= Problem requirements =
Take every record and write it out again exactly, with no images included.

= Stored entries =
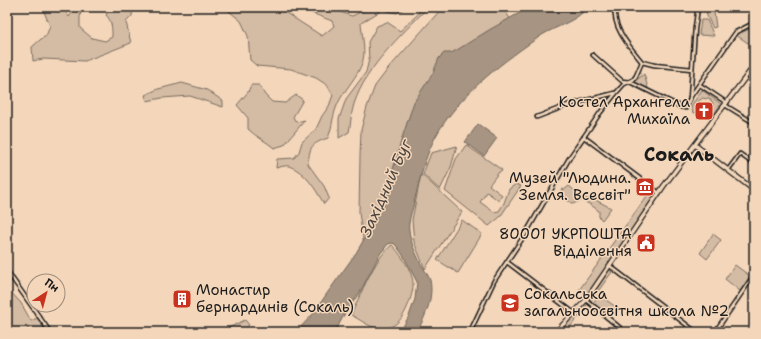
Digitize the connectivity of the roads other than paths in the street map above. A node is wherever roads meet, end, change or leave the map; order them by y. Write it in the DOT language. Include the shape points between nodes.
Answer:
graph roads {
  1 [pos="615,7"];
  2 [pos="698,7"];
  3 [pos="754,23"];
  4 [pos="593,55"];
  5 [pos="642,62"];
  6 [pos="754,66"];
  7 [pos="692,69"];
  8 [pos="628,82"];
  9 [pos="700,85"];
  10 [pos="616,93"];
  11 [pos="690,99"];
  12 [pos="726,104"];
  13 [pos="537,117"];
  14 [pos="754,123"];
  15 [pos="584,137"];
  16 [pos="695,145"];
  17 [pos="754,164"];
  18 [pos="728,170"];
  19 [pos="754,190"];
  20 [pos="659,193"];
  21 [pos="507,262"];
  22 [pos="610,266"];
  23 [pos="7,271"];
  24 [pos="754,275"];
  25 [pos="586,300"];
  26 [pos="575,313"];
  27 [pos="50,332"];
  28 [pos="470,332"];
  29 [pos="556,332"];
  30 [pos="624,332"];
  31 [pos="696,332"];
  32 [pos="715,332"];
  1 -- 5 [label="street" via="614,18 617,26"];
  2 -- 7 [label="street"];
  3 -- 9 [label="street" via="736,32"];
  4 -- 8 [label="street" via="622,81"];
  5 -- 7 [label="street"];
  5 -- 8 [label="street" via="636,76"];
  6 -- 12 [label="street"];
  7 -- 11 [label="street"];
  8 -- 10 [label="street"];
  8 -- 11 [label="street" via="681,107 686,108"];
  9 -- 11 [label="street"];
  9 -- 12 [label="street"];
  10 -- 13 [label="street" via="568,105"];
  10 -- 15 [label="street"];
  12 -- 14 [label="street"];
  12 -- 16 [label="street"];
  15 -- 20 [label="street"];
  15 -- 21 [label="street"];
  16 -- 18 [label="street"];
  16 -- 20 [label="street"];
  17 -- 18 [label="street" via="740,154"];
  18 -- 19 [label="street"];
  20 -- 22 [label="street"];
  21 -- 26 [label="street"];
  21 -- 28 [label="street" via="494,281"];
  22 -- 25 [label="street"];
  22 -- 31 [label="street"];
  23 -- 27 [label="street"];
  24 -- 32 [label="street"];
  25 -- 26 [label="street"];
  25 -- 30 [label="street"];
  26 -- 29 [label="street"];
}
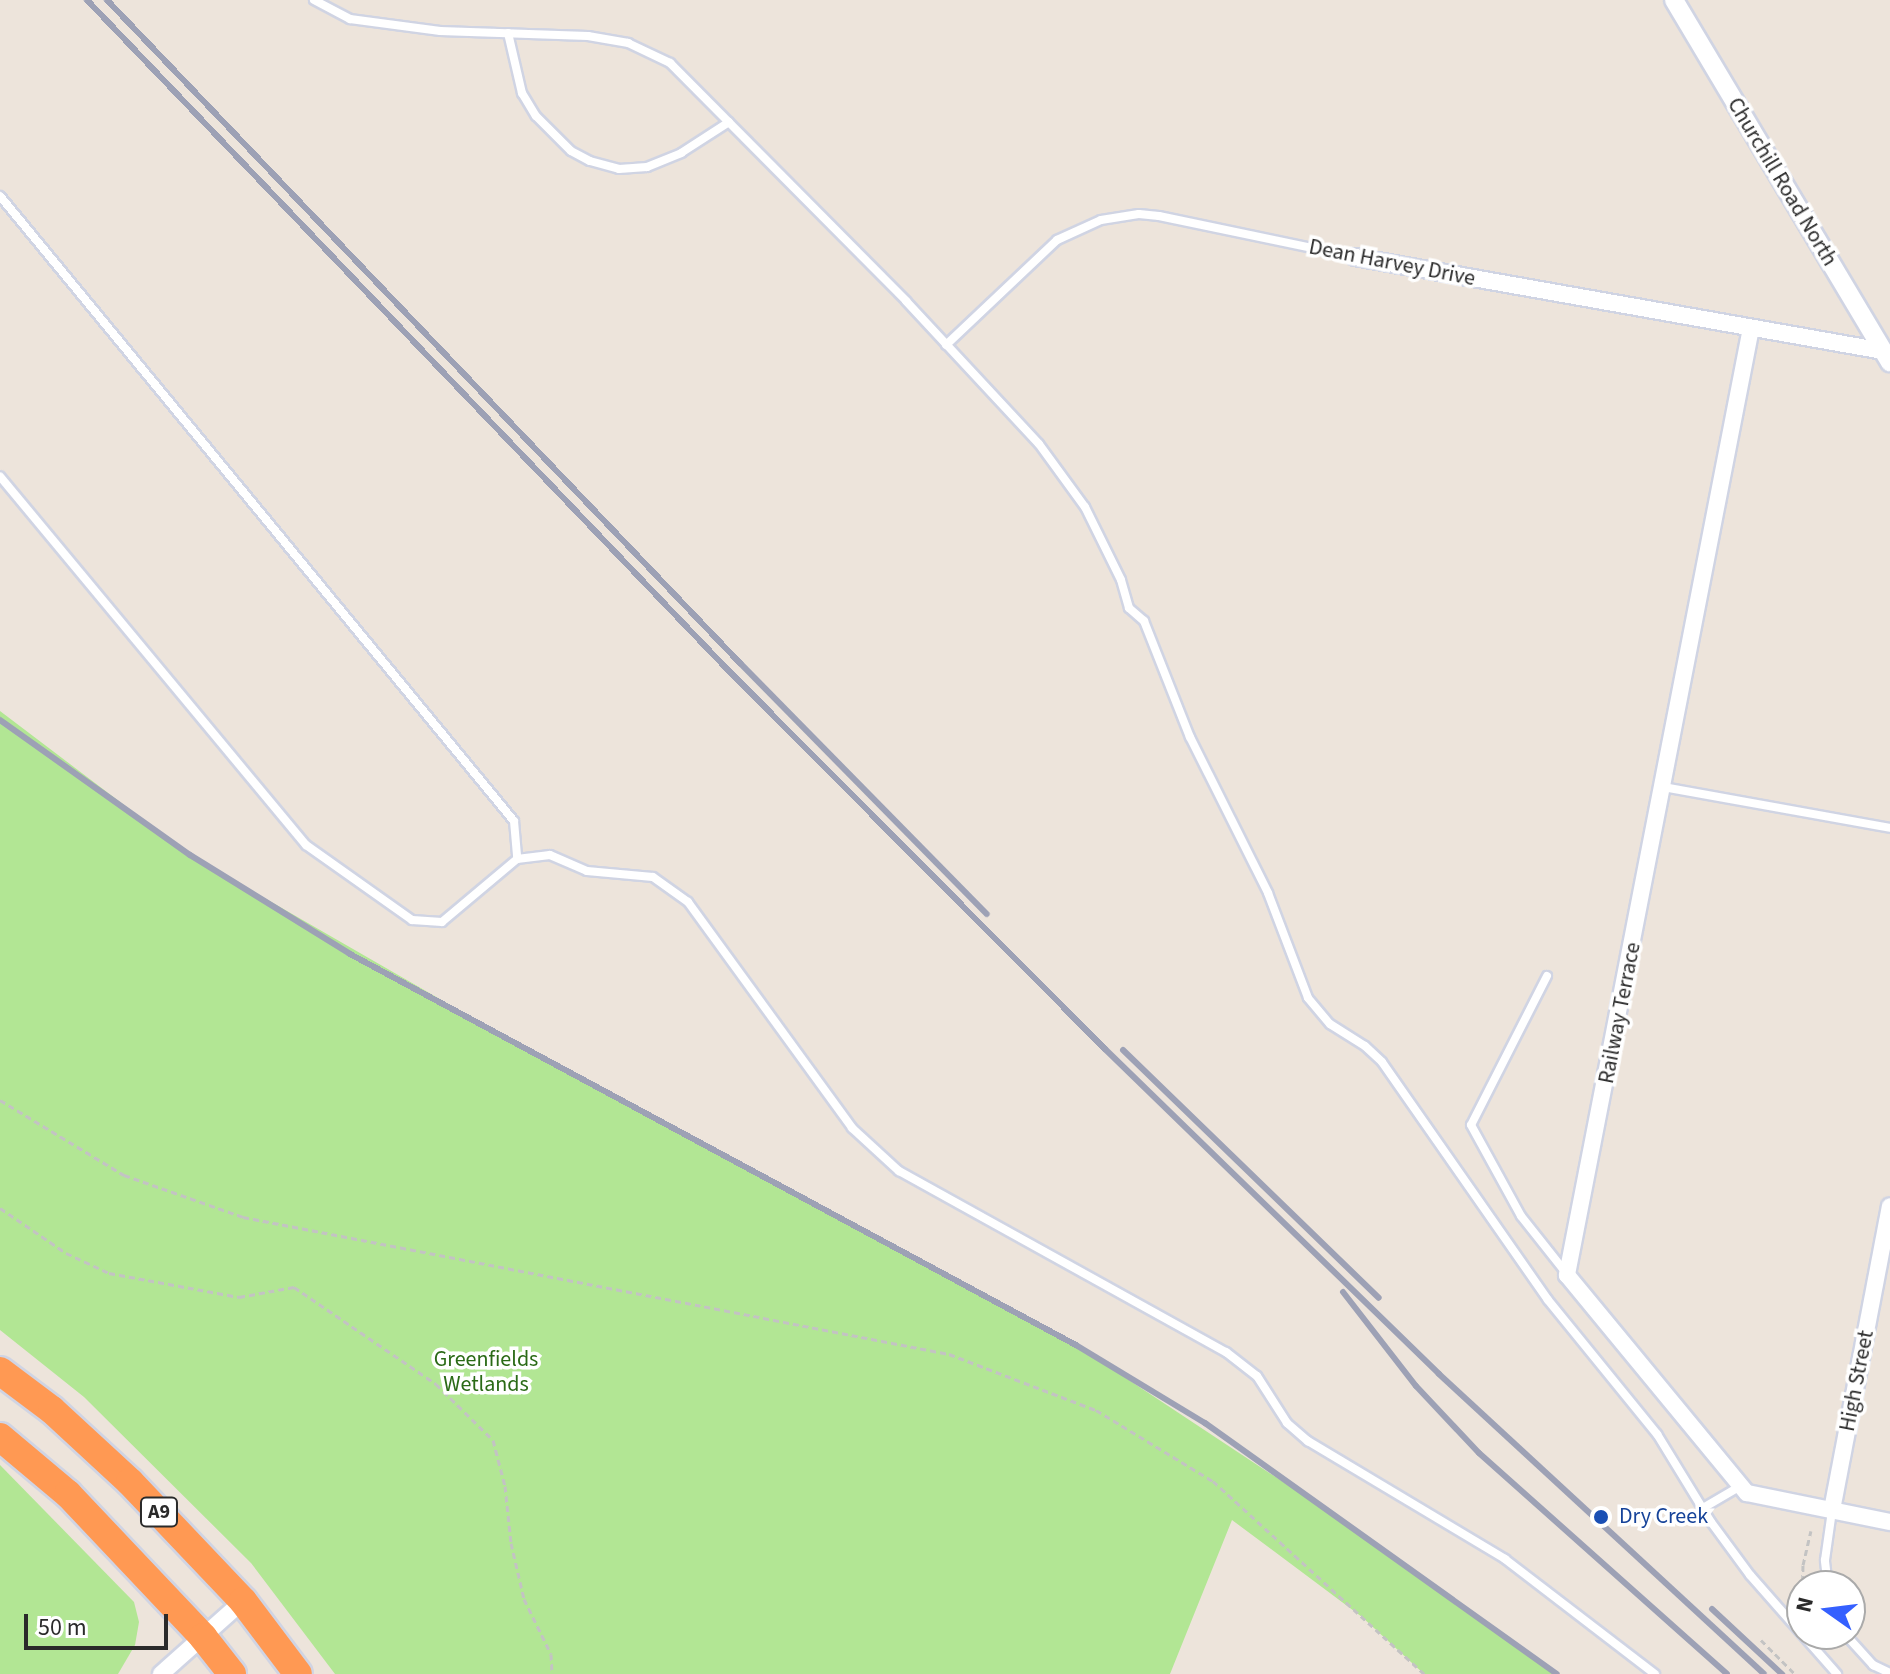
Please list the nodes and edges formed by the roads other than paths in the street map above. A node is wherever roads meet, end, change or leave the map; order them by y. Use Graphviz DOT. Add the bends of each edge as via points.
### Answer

= Completed task =
Digitize the connectivity of the roads other than paths in the street map above. A node is wherever roads meet, end, change or leave the map; order them by y. Write it in the DOT language. Include the shape points between nodes.
Answer:
graph roads {
  1 [pos="615,7"];
  2 [pos="698,7"];
  3 [pos="754,23"];
  4 [pos="593,55"];
  5 [pos="642,62"];
  6 [pos="754,66"];
  7 [pos="692,69"];
  8 [pos="628,82"];
  9 [pos="700,85"];
  10 [pos="616,93"];
  11 [pos="690,99"];
  12 [pos="726,104"];
  13 [pos="537,117"];
  14 [pos="754,123"];
  15 [pos="584,137"];
  16 [pos="695,145"];
  17 [pos="754,164"];
  18 [pos="728,170"];
  19 [pos="754,190"];
  20 [pos="659,193"];
  21 [pos="507,262"];
  22 [pos="610,266"];
  23 [pos="7,271"];
  24 [pos="754,275"];
  25 [pos="586,300"];
  26 [pos="575,313"];
  27 [pos="50,332"];
  28 [pos="470,332"];
  29 [pos="556,332"];
  30 [pos="624,332"];
  31 [pos="696,332"];
  32 [pos="715,332"];
  1 -- 5 [label="street" via="614,18 617,26"];
  2 -- 7 [label="street"];
  3 -- 9 [label="street" via="736,32"];
  4 -- 8 [label="street" via="622,81"];
  5 -- 7 [label="street"];
  5 -- 8 [label="street" via="636,76"];
  6 -- 12 [label="street"];
  7 -- 11 [label="street"];
  8 -- 10 [label="street"];
  8 -- 11 [label="street" via="681,107 686,108"];
  9 -- 11 [label="street"];
  9 -- 12 [label="street"];
  10 -- 13 [label="street" via="568,105"];
  10 -- 15 [label="street"];
  12 -- 14 [label="street"];
  12 -- 16 [label="street"];
  15 -- 20 [label="street"];
  15 -- 21 [label="street"];
  16 -- 18 [label="street"];
  16 -- 20 [label="street"];
  17 -- 18 [label="street" via="740,154"];
  18 -- 19 [label="street"];
  20 -- 22 [label="street"];
  21 -- 26 [label="street"];
  21 -- 28 [label="street" via="494,281"];
  22 -- 25 [label="street"];
  22 -- 31 [label="street"];
  23 -- 27 [label="street"];
  24 -- 32 [label="street"];
  25 -- 26 [label="street"];
  25 -- 30 [label="street"];
  26 -- 29 [label="street"];
}
Please list the nodes and edges formed by the roads other than paths in the street map above. A node is wherever roads meet, end, change or leave the map; order them by y. Use Graphviz DOT. Add the bends of each edge as via points.
### Answer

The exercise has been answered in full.